Exercise aim:
Each time a line of the listing holds "Samaj", copy that line.
—————
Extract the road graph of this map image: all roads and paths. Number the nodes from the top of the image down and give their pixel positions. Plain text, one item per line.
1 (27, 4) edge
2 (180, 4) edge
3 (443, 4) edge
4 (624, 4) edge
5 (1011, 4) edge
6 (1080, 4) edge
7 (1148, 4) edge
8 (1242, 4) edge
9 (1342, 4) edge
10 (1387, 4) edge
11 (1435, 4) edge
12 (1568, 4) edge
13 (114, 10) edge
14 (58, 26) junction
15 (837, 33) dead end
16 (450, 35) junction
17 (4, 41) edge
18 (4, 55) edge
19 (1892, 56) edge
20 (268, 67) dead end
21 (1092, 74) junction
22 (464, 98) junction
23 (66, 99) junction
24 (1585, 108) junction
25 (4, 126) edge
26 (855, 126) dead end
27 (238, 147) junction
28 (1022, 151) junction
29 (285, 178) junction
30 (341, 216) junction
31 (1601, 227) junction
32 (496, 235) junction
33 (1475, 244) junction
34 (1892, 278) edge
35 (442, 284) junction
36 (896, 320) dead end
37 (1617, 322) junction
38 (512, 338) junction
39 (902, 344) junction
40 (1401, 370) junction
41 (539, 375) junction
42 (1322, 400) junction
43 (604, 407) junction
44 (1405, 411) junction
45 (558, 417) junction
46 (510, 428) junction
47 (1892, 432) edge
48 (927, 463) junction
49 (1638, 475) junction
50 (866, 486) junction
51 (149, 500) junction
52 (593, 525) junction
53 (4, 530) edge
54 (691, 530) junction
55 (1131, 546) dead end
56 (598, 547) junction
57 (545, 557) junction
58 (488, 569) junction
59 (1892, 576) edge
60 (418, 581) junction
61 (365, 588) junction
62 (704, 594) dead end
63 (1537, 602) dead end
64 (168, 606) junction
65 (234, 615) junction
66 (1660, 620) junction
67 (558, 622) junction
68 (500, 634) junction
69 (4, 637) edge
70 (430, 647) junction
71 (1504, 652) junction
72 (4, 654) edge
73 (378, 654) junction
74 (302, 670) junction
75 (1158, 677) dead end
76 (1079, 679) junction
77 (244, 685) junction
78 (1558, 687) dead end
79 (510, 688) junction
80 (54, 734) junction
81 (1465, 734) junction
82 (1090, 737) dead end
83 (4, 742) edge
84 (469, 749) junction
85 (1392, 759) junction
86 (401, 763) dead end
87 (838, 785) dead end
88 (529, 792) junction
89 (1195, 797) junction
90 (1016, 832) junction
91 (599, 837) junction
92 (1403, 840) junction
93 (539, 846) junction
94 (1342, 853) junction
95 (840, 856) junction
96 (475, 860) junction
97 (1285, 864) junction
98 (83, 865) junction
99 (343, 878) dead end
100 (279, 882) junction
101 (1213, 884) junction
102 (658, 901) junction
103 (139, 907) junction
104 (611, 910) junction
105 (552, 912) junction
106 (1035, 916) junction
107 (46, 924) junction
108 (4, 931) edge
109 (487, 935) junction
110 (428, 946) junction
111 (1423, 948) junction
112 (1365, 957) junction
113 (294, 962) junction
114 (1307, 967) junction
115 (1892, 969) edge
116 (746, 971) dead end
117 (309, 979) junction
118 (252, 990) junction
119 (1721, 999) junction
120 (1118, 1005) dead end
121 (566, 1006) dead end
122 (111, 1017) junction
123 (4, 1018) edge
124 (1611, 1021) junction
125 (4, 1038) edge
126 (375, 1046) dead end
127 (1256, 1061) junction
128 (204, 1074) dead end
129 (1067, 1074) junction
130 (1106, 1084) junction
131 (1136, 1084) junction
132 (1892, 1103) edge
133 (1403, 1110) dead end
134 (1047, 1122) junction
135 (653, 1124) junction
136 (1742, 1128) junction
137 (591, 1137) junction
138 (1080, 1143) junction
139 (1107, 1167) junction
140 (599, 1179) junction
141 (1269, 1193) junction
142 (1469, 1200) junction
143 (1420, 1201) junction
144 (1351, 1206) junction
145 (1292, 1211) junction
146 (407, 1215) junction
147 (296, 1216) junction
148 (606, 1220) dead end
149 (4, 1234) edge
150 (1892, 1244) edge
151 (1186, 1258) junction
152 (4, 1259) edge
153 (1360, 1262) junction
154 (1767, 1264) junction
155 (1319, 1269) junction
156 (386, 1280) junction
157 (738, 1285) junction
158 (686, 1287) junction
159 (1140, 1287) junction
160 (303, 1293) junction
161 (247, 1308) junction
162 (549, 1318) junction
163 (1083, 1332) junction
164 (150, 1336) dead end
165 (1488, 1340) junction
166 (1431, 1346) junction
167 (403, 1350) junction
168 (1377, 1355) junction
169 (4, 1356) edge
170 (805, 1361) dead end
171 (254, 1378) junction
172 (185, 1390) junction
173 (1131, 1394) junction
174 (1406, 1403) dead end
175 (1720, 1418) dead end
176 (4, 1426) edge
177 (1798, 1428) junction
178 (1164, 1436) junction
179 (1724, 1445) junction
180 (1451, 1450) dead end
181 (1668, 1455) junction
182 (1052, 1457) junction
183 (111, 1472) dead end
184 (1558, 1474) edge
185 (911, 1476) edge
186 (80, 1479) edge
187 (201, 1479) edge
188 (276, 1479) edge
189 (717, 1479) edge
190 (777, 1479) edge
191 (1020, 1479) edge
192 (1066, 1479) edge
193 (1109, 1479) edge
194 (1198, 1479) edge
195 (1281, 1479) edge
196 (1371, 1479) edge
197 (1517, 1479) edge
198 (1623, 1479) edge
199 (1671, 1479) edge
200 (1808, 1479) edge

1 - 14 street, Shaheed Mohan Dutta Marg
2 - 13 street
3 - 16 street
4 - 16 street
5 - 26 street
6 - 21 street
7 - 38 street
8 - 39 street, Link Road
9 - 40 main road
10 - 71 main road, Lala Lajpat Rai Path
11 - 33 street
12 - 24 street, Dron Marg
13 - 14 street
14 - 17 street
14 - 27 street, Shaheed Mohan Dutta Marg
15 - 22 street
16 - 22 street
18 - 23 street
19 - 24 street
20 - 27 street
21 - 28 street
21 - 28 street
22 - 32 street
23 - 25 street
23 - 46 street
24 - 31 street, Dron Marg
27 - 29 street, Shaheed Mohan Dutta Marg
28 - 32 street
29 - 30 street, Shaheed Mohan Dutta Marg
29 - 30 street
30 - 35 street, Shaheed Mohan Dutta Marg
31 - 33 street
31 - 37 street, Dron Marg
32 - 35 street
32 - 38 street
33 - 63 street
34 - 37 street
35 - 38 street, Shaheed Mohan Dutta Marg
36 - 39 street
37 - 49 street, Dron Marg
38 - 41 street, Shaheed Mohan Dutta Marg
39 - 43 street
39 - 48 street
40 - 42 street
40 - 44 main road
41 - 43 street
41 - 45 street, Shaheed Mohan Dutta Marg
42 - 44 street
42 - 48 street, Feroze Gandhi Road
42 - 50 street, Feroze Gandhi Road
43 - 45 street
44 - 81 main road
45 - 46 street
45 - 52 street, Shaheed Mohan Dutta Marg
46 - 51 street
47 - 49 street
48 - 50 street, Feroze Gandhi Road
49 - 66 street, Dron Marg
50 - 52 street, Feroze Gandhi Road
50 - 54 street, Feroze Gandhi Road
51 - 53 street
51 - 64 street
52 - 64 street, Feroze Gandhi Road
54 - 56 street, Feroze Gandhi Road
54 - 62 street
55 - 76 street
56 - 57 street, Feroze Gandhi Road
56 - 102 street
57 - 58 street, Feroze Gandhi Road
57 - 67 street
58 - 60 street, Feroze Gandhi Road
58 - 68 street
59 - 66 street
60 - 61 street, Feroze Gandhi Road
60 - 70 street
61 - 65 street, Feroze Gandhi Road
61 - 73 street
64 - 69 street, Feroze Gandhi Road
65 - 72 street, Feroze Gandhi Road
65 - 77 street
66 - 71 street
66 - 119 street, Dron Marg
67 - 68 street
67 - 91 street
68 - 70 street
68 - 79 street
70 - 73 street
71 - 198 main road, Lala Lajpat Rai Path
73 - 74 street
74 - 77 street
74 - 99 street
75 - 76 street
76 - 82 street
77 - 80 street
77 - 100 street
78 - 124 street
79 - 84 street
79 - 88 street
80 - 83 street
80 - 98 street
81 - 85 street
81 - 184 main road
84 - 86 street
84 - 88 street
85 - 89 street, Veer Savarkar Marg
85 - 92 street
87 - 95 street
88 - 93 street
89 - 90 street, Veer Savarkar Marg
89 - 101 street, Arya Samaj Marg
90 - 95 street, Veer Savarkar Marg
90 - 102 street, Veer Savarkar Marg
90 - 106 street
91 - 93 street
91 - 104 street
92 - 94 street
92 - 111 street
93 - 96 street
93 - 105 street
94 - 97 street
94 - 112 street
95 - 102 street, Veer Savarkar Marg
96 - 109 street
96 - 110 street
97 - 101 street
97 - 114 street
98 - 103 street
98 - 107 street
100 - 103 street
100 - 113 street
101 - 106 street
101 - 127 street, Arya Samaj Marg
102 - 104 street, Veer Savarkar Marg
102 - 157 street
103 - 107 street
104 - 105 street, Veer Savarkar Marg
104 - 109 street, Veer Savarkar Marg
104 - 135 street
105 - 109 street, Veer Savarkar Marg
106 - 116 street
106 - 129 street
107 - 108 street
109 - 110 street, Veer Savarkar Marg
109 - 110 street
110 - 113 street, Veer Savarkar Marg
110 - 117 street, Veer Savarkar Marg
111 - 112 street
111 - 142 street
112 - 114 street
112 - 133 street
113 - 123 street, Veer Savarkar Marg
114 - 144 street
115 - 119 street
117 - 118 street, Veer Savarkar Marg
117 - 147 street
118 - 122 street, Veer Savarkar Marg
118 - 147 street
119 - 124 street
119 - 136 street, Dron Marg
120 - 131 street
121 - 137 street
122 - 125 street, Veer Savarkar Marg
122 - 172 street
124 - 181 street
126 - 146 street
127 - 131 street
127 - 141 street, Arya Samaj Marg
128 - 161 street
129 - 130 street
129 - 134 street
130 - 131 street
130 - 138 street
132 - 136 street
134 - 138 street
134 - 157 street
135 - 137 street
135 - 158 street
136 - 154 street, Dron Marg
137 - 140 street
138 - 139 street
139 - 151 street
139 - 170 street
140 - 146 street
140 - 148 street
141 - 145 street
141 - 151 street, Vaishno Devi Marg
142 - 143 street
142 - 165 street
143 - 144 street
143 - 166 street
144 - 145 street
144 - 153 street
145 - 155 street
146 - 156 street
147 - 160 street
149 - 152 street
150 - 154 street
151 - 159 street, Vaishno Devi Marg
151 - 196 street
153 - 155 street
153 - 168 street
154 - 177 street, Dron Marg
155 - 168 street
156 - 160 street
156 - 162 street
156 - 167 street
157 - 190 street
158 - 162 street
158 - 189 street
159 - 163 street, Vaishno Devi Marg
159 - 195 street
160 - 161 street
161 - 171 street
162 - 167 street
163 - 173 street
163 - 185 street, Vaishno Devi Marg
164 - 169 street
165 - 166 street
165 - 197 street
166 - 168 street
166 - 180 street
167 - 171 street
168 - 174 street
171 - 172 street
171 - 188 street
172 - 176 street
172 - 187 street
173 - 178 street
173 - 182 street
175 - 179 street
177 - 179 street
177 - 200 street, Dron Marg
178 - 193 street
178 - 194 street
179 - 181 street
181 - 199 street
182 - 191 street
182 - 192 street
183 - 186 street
—————
Answer box:
89 - 101 street, Arya Samaj Marg
101 - 127 street, Arya Samaj Marg
127 - 141 street, Arya Samaj Marg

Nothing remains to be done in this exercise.